What this task involves: Leave out the images and output the records word for word.

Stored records
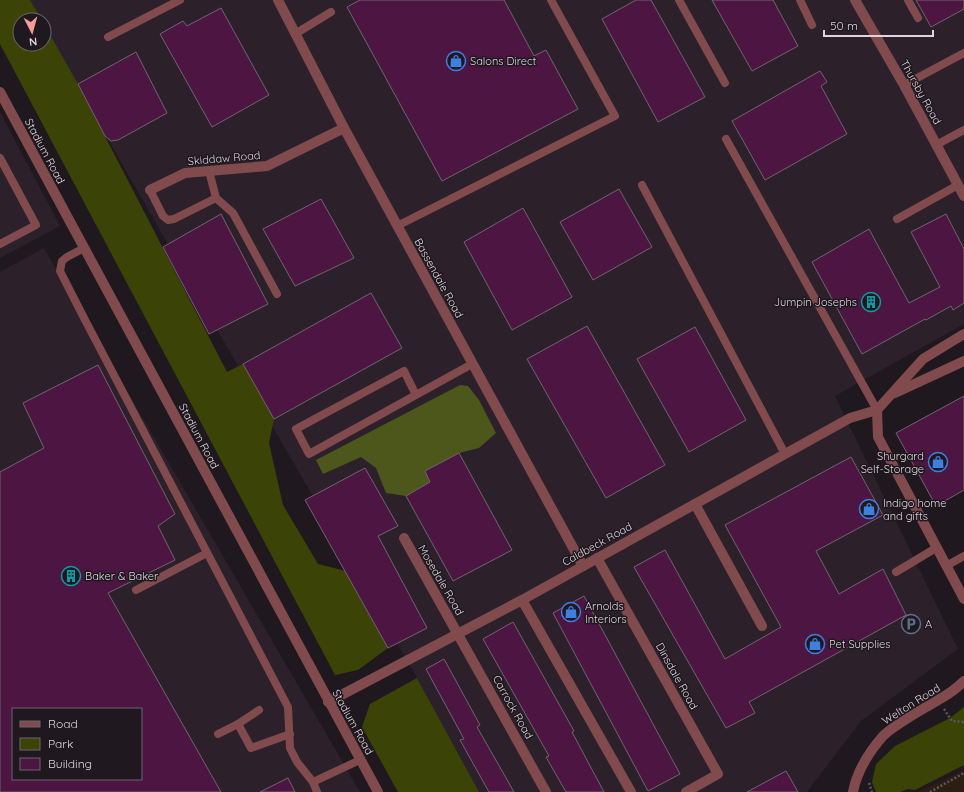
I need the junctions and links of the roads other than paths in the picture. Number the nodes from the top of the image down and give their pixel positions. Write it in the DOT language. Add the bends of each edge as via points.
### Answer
graph roads {
  1 [pos="180,0"];
  2 [pos="278,0"];
  3 [pos="551,0"];
  4 [pos="679,0"];
  5 [pos="800,0"];
  6 [pos="855,0"];
  7 [pos="908,0"];
  8 [pos="331,12"];
  9 [pos="918,18"];
  10 [pos="812,25"];
  11 [pos="295,34"];
  12 [pos="108,37"];
  13 [pos="964,53"];
  14 [pos="725,83"];
  15 [pos="904,85"];
  16 [pos="1,97"];
  17 [pos="344,128"];
  18 [pos="964,130"];
  19 [pos="726,139"];
  20 [pos="936,145"];
  21 [pos="0,158"];
  22 [pos="209,171"];
  23 [pos="958,184"];
  24 [pos="642,185"];
  25 [pos="150,190"];
  26 [pos="964,196"];
  27 [pos="216,198"];
  28 [pos="897,219"];
  29 [pos="397,226"];
  30 [pos="0,244"];
  31 [pos="84,248"];
  32 [pos="277,294"];
  33 [pos="964,334"];
  34 [pos="964,361"];
  35 [pos="472,364"];
  36 [pos="416,395"];
  37 [pos="891,395"];
  38 [pos="877,410"];
  39 [pos="785,454"];
  40 [pos="695,504"];
  41 [pos="404,538"];
  42 [pos="936,548"];
  43 [pos="207,553"];
  44 [pos="964,556"];
  45 [pos="597,558"];
  46 [pos="583,566"];
  47 [pos="946,566"];
  48 [pos="896,572"];
  49 [pos="136,590"];
  50 [pos="964,599"];
  51 [pos="522,600"];
  52 [pos="762,626"];
  53 [pos="458,634"];
  54 [pos="964,681"];
  55 [pos="328,702"];
  56 [pos="259,710"];
  57 [pos="238,724"];
  58 [pos="218,734"];
  59 [pos="290,734"];
  60 [pos="360,760"];
  61 [pos="313,782"];
  62 [pos="317,792"];
  63 [pos="378,792"];
  64 [pos="546,792"];
  65 [pos="630,792"];
  66 [pos="686,792"];
  67 [pos="853,792"];
  1 -- 12 [label="lane"];
  2 -- 11 [label="street, Bassendale Road"];
  3 -- 29 [label="lane" via="615,116"];
  4 -- 14 [label="lane"];
  5 -- 10 [label="lane"];
  6 -- 15 [label="street, Thursby Road"];
  7 -- 9 [label="lane"];
  8 -- 11 [label="lane"];
  11 -- 17 [label="street, Bassendale Road"];
  13 -- 15 [label="lane"];
  15 -- 20 [label="street, Thursby Road"];
  16 -- 31 [label="street, Stadium Road"];
  17 -- 22 [label="street, Skiddaw Road" via="268,166"];
  17 -- 29 [label="street, Bassendale Road"];
  18 -- 20 [label="lane"];
  19 -- 38 [label="lane"];
  20 -- 23 [label="street, Thursby Road"];
  21 -- 30 [label="lane" via="36,225"];
  22 -- 25 [label="street, Skiddaw Road" via="185,173"];
  22 -- 27 [label="lane"];
  23 -- 26 [label="street, Thursby Road"];
  23 -- 28 [label="lane"];
  24 -- 39 [label="lane"];
  25 -- 27 [label="lane" via="163,216 168,220"];
  27 -- 32 [label="lane" via="233,213"];
  29 -- 35 [label="street, Bassendale Road"];
  31 -- 43 [label="lane" via="62,261 60,270"];
  31 -- 55 [label="street, Stadium Road"];
  33 -- 37 [label="street" via="923,359"];
  34 -- 37 [label="street"];
  35 -- 36 [label="lane"];
  35 -- 46 [label="street, Bassendale Road"];
  36 -- 36 [label="lane" via="309,454 296,429 404,371"];
  37 -- 38 [label="street"];
  38 -- 39 [label="street, Caldbeck Road" via="850,418"];
  38 -- 42 [label="street" via="878,437"];
  39 -- 40 [label="street, Caldbeck Road"];
  40 -- 45 [label="street, Caldbeck Road"];
  40 -- 52 [label="street"];
  41 -- 53 [label="street, Mosedale Road"];
  42 -- 47 [label="street"];
  42 -- 48 [label="lane"];
  43 -- 49 [label="lane"];
  43 -- 59 [label="lane" via="288,707"];
  44 -- 47 [label="lane"];
  45 -- 46 [label="street, Caldbeck Road"];
  45 -- 66 [label="street, Dinsdale Road" via="718,774"];
  46 -- 51 [label="street, Caldbeck Road"];
  47 -- 50 [label="street"];
  51 -- 53 [label="street, Caldbeck Road"];
  51 -- 65 [label="street"];
  53 -- 55 [label="street, Caldbeck Road"];
  53 -- 64 [label="street, Carrock Road"];
  54 -- 67 [label="street, Welton Road" via="954,691 884,735 865,760"];
  55 -- 60 [label="street, Stadium Road"];
  56 -- 57 [label="lane"];
  57 -- 58 [label="lane"];
  57 -- 59 [label="lane" via="251,748"];
  59 -- 61 [label="lane" via="290,748 297,762"];
  60 -- 61 [label="lane"];
  60 -- 63 [label="street, Stadium Road"];
  61 -- 62 [label="lane"];
}
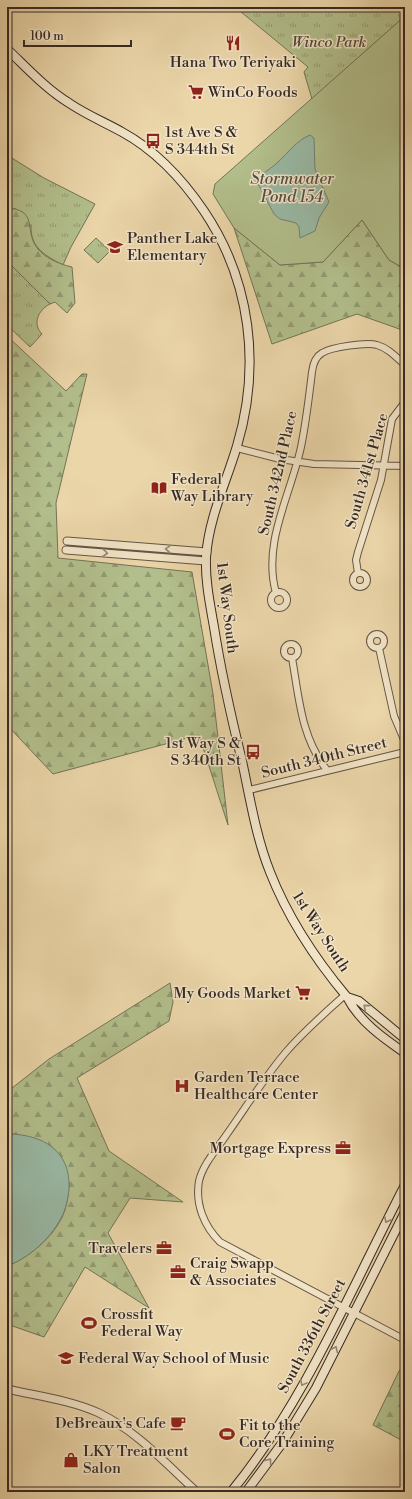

Your solution:
I need the junctions and links of the roads other than paths in the picture. Number the nodes from the top of the image down and give their pixel positions. Write it in the DOT language. Add the bends of each edge as via points.
### Answer
graph roads {
  1 [pos="180,0"];
  2 [pos="278,0"];
  3 [pos="551,0"];
  4 [pos="679,0"];
  5 [pos="800,0"];
  6 [pos="855,0"];
  7 [pos="908,0"];
  8 [pos="331,12"];
  9 [pos="918,18"];
  10 [pos="812,25"];
  11 [pos="295,34"];
  12 [pos="108,37"];
  13 [pos="964,53"];
  14 [pos="725,83"];
  15 [pos="904,85"];
  16 [pos="1,97"];
  17 [pos="344,128"];
  18 [pos="964,130"];
  19 [pos="726,139"];
  20 [pos="936,145"];
  21 [pos="0,158"];
  22 [pos="209,171"];
  23 [pos="958,184"];
  24 [pos="642,185"];
  25 [pos="150,190"];
  26 [pos="964,196"];
  27 [pos="216,198"];
  28 [pos="897,219"];
  29 [pos="397,226"];
  30 [pos="0,244"];
  31 [pos="84,248"];
  32 [pos="277,294"];
  33 [pos="964,334"];
  34 [pos="964,361"];
  35 [pos="472,364"];
  36 [pos="416,395"];
  37 [pos="891,395"];
  38 [pos="877,410"];
  39 [pos="785,454"];
  40 [pos="695,504"];
  41 [pos="404,538"];
  42 [pos="936,548"];
  43 [pos="207,553"];
  44 [pos="964,556"];
  45 [pos="597,558"];
  46 [pos="583,566"];
  47 [pos="946,566"];
  48 [pos="896,572"];
  49 [pos="136,590"];
  50 [pos="964,599"];
  51 [pos="522,600"];
  52 [pos="762,626"];
  53 [pos="458,634"];
  54 [pos="964,681"];
  55 [pos="328,702"];
  56 [pos="259,710"];
  57 [pos="238,724"];
  58 [pos="218,734"];
  59 [pos="290,734"];
  60 [pos="360,760"];
  61 [pos="313,782"];
  62 [pos="317,792"];
  63 [pos="378,792"];
  64 [pos="546,792"];
  65 [pos="630,792"];
  66 [pos="686,792"];
  67 [pos="853,792"];
  1 -- 12 [label="lane"];
  2 -- 11 [label="street, Bassendale Road"];
  3 -- 29 [label="lane" via="615,116"];
  4 -- 14 [label="lane"];
  5 -- 10 [label="lane"];
  6 -- 15 [label="street, Thursby Road"];
  7 -- 9 [label="lane"];
  8 -- 11 [label="lane"];
  11 -- 17 [label="street, Bassendale Road"];
  13 -- 15 [label="lane"];
  15 -- 20 [label="street, Thursby Road"];
  16 -- 31 [label="street, Stadium Road"];
  17 -- 22 [label="street, Skiddaw Road" via="268,166"];
  17 -- 29 [label="street, Bassendale Road"];
  18 -- 20 [label="lane"];
  19 -- 38 [label="lane"];
  20 -- 23 [label="street, Thursby Road"];
  21 -- 30 [label="lane" via="36,225"];
  22 -- 25 [label="street, Skiddaw Road" via="185,173"];
  22 -- 27 [label="lane"];
  23 -- 26 [label="street, Thursby Road"];
  23 -- 28 [label="lane"];
  24 -- 39 [label="lane"];
  25 -- 27 [label="lane" via="163,216 168,220"];
  27 -- 32 [label="lane" via="233,213"];
  29 -- 35 [label="street, Bassendale Road"];
  31 -- 43 [label="lane" via="62,261 60,270"];
  31 -- 55 [label="street, Stadium Road"];
  33 -- 37 [label="street" via="923,359"];
  34 -- 37 [label="street"];
  35 -- 36 [label="lane"];
  35 -- 46 [label="street, Bassendale Road"];
  36 -- 36 [label="lane" via="309,454 296,429 404,371"];
  37 -- 38 [label="street"];
  38 -- 39 [label="street, Caldbeck Road" via="850,418"];
  38 -- 42 [label="street" via="878,437"];
  39 -- 40 [label="street, Caldbeck Road"];
  40 -- 45 [label="street, Caldbeck Road"];
  40 -- 52 [label="street"];
  41 -- 53 [label="street, Mosedale Road"];
  42 -- 47 [label="street"];
  42 -- 48 [label="lane"];
  43 -- 49 [label="lane"];
  43 -- 59 [label="lane" via="288,707"];
  44 -- 47 [label="lane"];
  45 -- 46 [label="street, Caldbeck Road"];
  45 -- 66 [label="street, Dinsdale Road" via="718,774"];
  46 -- 51 [label="street, Caldbeck Road"];
  47 -- 50 [label="street"];
  51 -- 53 [label="street, Caldbeck Road"];
  51 -- 65 [label="street"];
  53 -- 55 [label="street, Caldbeck Road"];
  53 -- 64 [label="street, Carrock Road"];
  54 -- 67 [label="street, Welton Road" via="954,691 884,735 865,760"];
  55 -- 60 [label="street, Stadium Road"];
  56 -- 57 [label="lane"];
  57 -- 58 [label="lane"];
  57 -- 59 [label="lane" via="251,748"];
  59 -- 61 [label="lane" via="290,748 297,762"];
  60 -- 61 [label="lane"];
  60 -- 63 [label="street, Stadium Road"];
  61 -- 62 [label="lane"];
}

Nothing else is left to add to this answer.